You don’t need personal or social turmoil and alienation to fuel heavy music any more. All you really need is great songs. More bands are missing that vital ingredient than they are sincerity, honesty and intensity. That’s not to say that all those things aren’t welcome, but you could be the most painfully honest band on the planet, and that doesn’t mean that your music will move anyone. Your sincerity may never be in doubt and all your shows may end in bloodshed but won’t necessarily inspire anyone to make sure that your band is the one that they need coming out of their headphones.
In something of a perfect storm Bright Side seem to be ticking all of the right boxes. This EP sounds impassioned and demands immediate repeated listens. But for all its raw sincerity, it’s tempered by some incredibly sweet melodies. Thankfully these avoid the tired melancholic glass like cleans that far too many bands mistake for the perfect way to provide a ‘sensitive’ moment. Brightside sound like a reactionary band, each musical section reacting to the one before it, occasionally threshing violently against the walls of the genre confines.

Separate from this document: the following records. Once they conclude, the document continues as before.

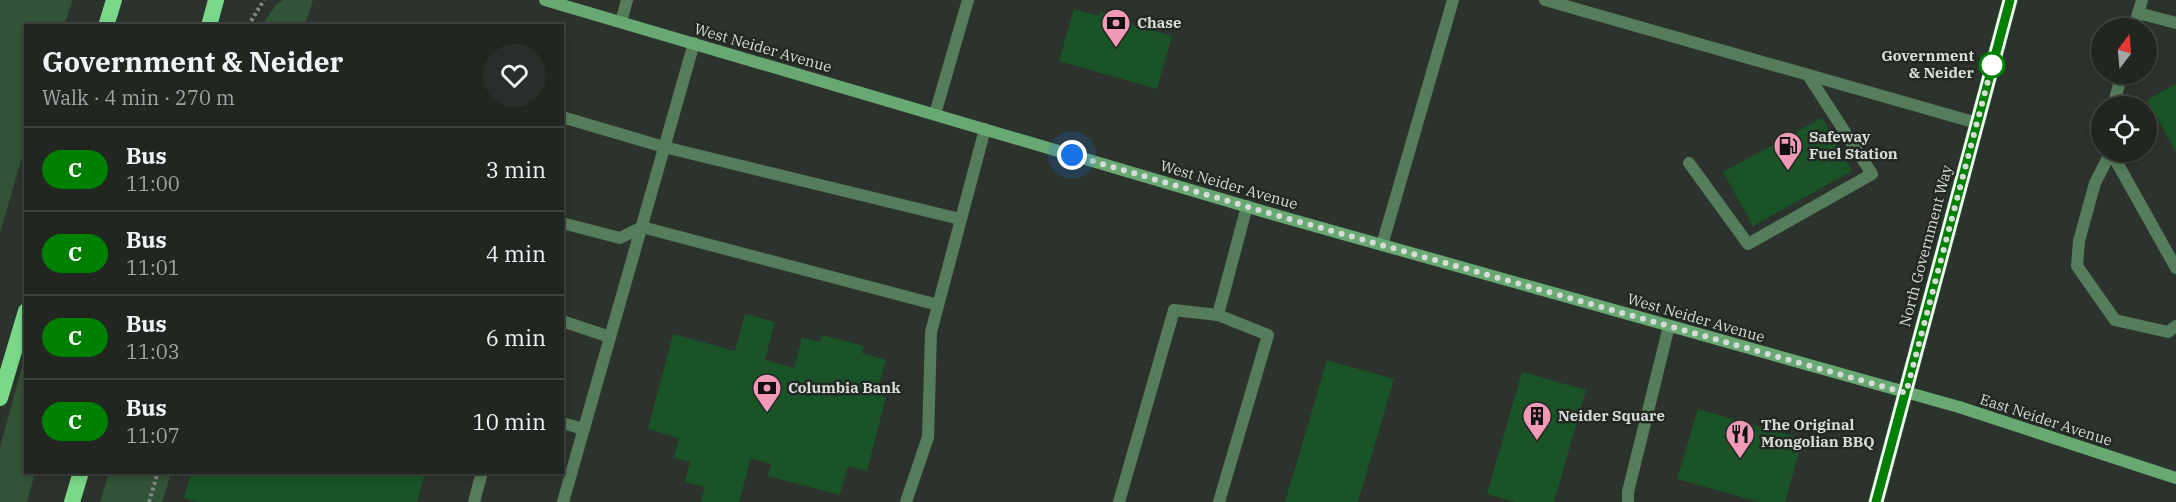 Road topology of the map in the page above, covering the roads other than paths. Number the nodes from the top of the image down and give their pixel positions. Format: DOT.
graph roads {
  1 [pos="114,0"];
  2 [pos="216,0"];
  3 [pos="545,0"];
  4 [pos="627,0"];
  5 [pos="968,0"];
  6 [pos="1453,0"];
  7 [pos="1545,0"];
  8 [pos="2010,0"];
  9 [pos="2142,0"];
  10 [pos="2138,13"];
  11 [pos="2137,18"];
  12 [pos="621,22"];
  13 [pos="2176,23"];
  14 [pos="107,24"];
  15 [pos="210,24"];
  16 [pos="694,43"];
  17 [pos="1808,75"];
  18 [pos="935,114"];
  19 [pos="564,118"];
  20 [pos="1977,123"];
  21 [pos="985,129"];
  22 [pos="664,147"];
  23 [pos="2106,162"];
  24 [pos="2117,162"];
  25 [pos="1689,164"];
  26 [pos="1247,206"];
  27 [pos="960,219"];
  28 [pos="564,224"];
  29 [pos="642,227"];
  30 [pos="1382,245"];
  31 [pos="2176,268"];
  32 [pos="938,305"];
  33 [pos="1218,315"];
  34 [pos="24,318"];
  35 [pos="564,322"];
  36 [pos="1669,326"];
  37 [pos="2176,326"];
  38 [pos="610,336"];
  39 [pos="1906,393"];
  40 [pos="0,398"];
  41 [pos="564,424"];
  42 [pos="584,429"];
  43 [pos="80,474"];
  44 [pos="481,474"];
  45 [pos="2176,478"];
  46 [pos="72,502"];
  47 [pos="474,502"];
  48 [pos="563,502"];
  49 [pos="906,502"];
  50 [pos="1119,502"];
  51 [pos="1220,502"];
  52 [pos="1628,502"];
  53 [pos="1876,502"];
  1 -- 14 [label="highway"];
  2 -- 15 [label="highway"];
  3 -- 12 [label="main road, West Neider Avenue"];
  4 -- 12 [label="lane"];
  5 -- 18 [label="lane"];
  6 -- 30 [label="lane"];
  7 -- 17 [label="lane"];
  8 -- 20 [label="main road, North Government Way"];
  9 -- 10 [label="lane"];
  10 -- 11 [label="lane"];
  10 -- 13 [label="lane"];
  12 -- 16 [label="main road, West Neider Avenue"];
  16 -- 18 [label="main road, West Neider Avenue"];
  16 -- 22 [label="lane"];
  17 -- 20 [label="lane"];
  17 -- 25 [label="lane"];
  18 -- 21 [label="main road, West Neider Avenue"];
  19 -- 22 [label="lane"];
  20 -- 39 [label="main road, North Government Way"];
  21 -- 26 [label="main road, West Neider Avenue"];
  21 -- 27 [label="lane"];
  22 -- 27 [label="lane"];
  22 -- 29 [label="lane"];
  23 -- 37 [label="lane"];
  24 -- 31 [label="lane"];
  26 -- 30 [label="main road, West Neider Avenue"];
  26 -- 33 [label="lane"];
  27 -- 32 [label="lane"];
  28 -- 29 [label="lane"];
  29 -- 32 [label="lane"];
  29 -- 38 [label="lane"];
  30 -- 36 [label="main road, West Neider Avenue"];
  32 -- 49 [label="lane"];
  33 -- 50 [label="lane"];
  33 -- 51 [label="lane"];
  34 -- 40 [label="highway"];
  35 -- 38 [label="lane"];
  36 -- 39 [label="main road, West Neider Avenue"];
  36 -- 52 [label="lane"];
  38 -- 42 [label="lane"];
  39 -- 45 [label="main road, East Neider Avenue"];
  39 -- 53 [label="main road, North Government Way"];
  41 -- 42 [label="lane"];
  42 -- 48 [label="lane"];
  43 -- 46 [label="highway"];
  44 -- 47 [label="lane"];
}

Paul McInally of 45 A Side Recordings has a knack for taking raw bands and polishing them up enough that we can see every exposed nerve. The production this EP feels warm and dynamic and it enhances the impact of the band’s quiet/loud approach to song-writing. There’s something to the ebb and flow of their music which manages to sit just the right side of being contrived.
Brevity is on the side of this release as well. You’re presented with four tracks that wander in, grab you by the throat and then quietly leave about 20 mins later. Though there’s variation across these tracks, they’re all still easily identifiable as the same band. And to the band’s credit, you’d probably recognise them as Brightside as opposed to recognising them as “another melodic hardcore band”. Even if it is only just.
The band wear some of their influences somewhat obviously on their sleeve. The EP’s penultimate track, “Love Lost”, sounds like Touché Amore if they spent more time down the gym and less time at poetry open mic nights.The clenched teeth aggression across these tracks certainly has more in common with that sense frustration which is uniquely Scottish though.
Brightside is available now digitally and physically via Struggletown/Fulltone Records.